Dataset Start Marker

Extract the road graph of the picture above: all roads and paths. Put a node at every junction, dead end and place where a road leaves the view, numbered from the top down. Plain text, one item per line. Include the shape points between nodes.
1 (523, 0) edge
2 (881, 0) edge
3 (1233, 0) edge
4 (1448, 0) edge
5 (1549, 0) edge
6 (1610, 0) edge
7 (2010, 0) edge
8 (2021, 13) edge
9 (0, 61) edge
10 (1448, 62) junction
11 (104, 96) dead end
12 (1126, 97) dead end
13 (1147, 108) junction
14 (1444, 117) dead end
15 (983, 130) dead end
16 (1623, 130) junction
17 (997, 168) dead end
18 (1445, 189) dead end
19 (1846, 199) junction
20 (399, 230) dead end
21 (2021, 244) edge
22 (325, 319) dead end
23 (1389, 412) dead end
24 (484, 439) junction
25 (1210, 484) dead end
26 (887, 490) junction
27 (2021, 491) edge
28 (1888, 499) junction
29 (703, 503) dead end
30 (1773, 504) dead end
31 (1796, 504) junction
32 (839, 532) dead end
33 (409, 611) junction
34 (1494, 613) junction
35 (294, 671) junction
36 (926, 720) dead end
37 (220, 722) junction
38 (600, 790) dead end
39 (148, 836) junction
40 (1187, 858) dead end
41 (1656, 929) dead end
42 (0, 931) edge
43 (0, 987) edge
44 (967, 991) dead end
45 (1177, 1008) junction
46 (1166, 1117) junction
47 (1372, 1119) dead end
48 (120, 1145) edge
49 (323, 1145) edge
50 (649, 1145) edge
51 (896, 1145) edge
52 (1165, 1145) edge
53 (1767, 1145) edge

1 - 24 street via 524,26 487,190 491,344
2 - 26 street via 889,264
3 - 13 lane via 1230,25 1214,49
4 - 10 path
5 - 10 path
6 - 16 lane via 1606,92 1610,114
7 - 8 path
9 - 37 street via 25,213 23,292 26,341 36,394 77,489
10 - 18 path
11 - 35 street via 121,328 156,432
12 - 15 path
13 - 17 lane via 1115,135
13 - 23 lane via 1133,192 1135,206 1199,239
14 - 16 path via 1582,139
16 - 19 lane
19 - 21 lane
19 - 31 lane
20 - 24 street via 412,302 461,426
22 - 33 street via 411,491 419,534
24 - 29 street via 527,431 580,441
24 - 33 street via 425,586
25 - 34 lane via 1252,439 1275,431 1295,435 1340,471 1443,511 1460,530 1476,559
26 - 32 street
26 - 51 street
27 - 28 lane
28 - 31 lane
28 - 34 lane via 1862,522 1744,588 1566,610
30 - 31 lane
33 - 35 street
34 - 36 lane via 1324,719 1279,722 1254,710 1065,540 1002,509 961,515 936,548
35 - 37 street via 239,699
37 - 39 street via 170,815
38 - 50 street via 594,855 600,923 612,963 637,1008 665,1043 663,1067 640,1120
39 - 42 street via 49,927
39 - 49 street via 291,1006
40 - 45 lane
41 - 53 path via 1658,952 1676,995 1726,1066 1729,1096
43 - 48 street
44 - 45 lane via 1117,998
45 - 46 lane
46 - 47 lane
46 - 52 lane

Dataset End Marker

Your objective: If a line appears above, it belongs in your answer, printed exactly.

Task response:
Extract the road graph of the picture above: all roads and paths. Put a node at every junction, dead end and place where a road leaves the view, numbered from the top down. Plain text, one item per line. Include the shape points between nodes.
1 (523, 0) edge
2 (881, 0) edge
3 (1233, 0) edge
4 (1448, 0) edge
5 (1549, 0) edge
6 (1610, 0) edge
7 (2010, 0) edge
8 (2021, 13) edge
9 (0, 61) edge
10 (1448, 62) junction
11 (104, 96) dead end
12 (1126, 97) dead end
13 (1147, 108) junction
14 (1444, 117) dead end
15 (983, 130) dead end
16 (1623, 130) junction
17 (997, 168) dead end
18 (1445, 189) dead end
19 (1846, 199) junction
20 (399, 230) dead end
21 (2021, 244) edge
22 (325, 319) dead end
23 (1389, 412) dead end
24 (484, 439) junction
25 (1210, 484) dead end
26 (887, 490) junction
27 (2021, 491) edge
28 (1888, 499) junction
29 (703, 503) dead end
30 (1773, 504) dead end
31 (1796, 504) junction
32 (839, 532) dead end
33 (409, 611) junction
34 (1494, 613) junction
35 (294, 671) junction
36 (926, 720) dead end
37 (220, 722) junction
38 (600, 790) dead end
39 (148, 836) junction
40 (1187, 858) dead end
41 (1656, 929) dead end
42 (0, 931) edge
43 (0, 987) edge
44 (967, 991) dead end
45 (1177, 1008) junction
46 (1166, 1117) junction
47 (1372, 1119) dead end
48 (120, 1145) edge
49 (323, 1145) edge
50 (649, 1145) edge
51 (896, 1145) edge
52 (1165, 1145) edge
53 (1767, 1145) edge

1 - 24 street via 524,26 487,190 491,344
2 - 26 street via 889,264
3 - 13 lane via 1230,25 1214,49
4 - 10 path
5 - 10 path
6 - 16 lane via 1606,92 1610,114
7 - 8 path
9 - 37 street via 25,213 23,292 26,341 36,394 77,489
10 - 18 path
11 - 35 street via 121,328 156,432
12 - 15 path
13 - 17 lane via 1115,135
13 - 23 lane via 1133,192 1135,206 1199,239
14 - 16 path via 1582,139
16 - 19 lane
19 - 21 lane
19 - 31 lane
20 - 24 street via 412,302 461,426
22 - 33 street via 411,491 419,534
24 - 29 street via 527,431 580,441
24 - 33 street via 425,586
25 - 34 lane via 1252,439 1275,431 1295,435 1340,471 1443,511 1460,530 1476,559
26 - 32 street
26 - 51 street
27 - 28 lane
28 - 31 lane
28 - 34 lane via 1862,522 1744,588 1566,610
30 - 31 lane
33 - 35 street
34 - 36 lane via 1324,719 1279,722 1254,710 1065,540 1002,509 961,515 936,548
35 - 37 street via 239,699
37 - 39 street via 170,815
38 - 50 street via 594,855 600,923 612,963 637,1008 665,1043 663,1067 640,1120
39 - 42 street via 49,927
39 - 49 street via 291,1006
40 - 45 lane
41 - 53 path via 1658,952 1676,995 1726,1066 1729,1096
43 - 48 street
44 - 45 lane via 1117,998
45 - 46 lane
46 - 47 lane
46 - 52 lane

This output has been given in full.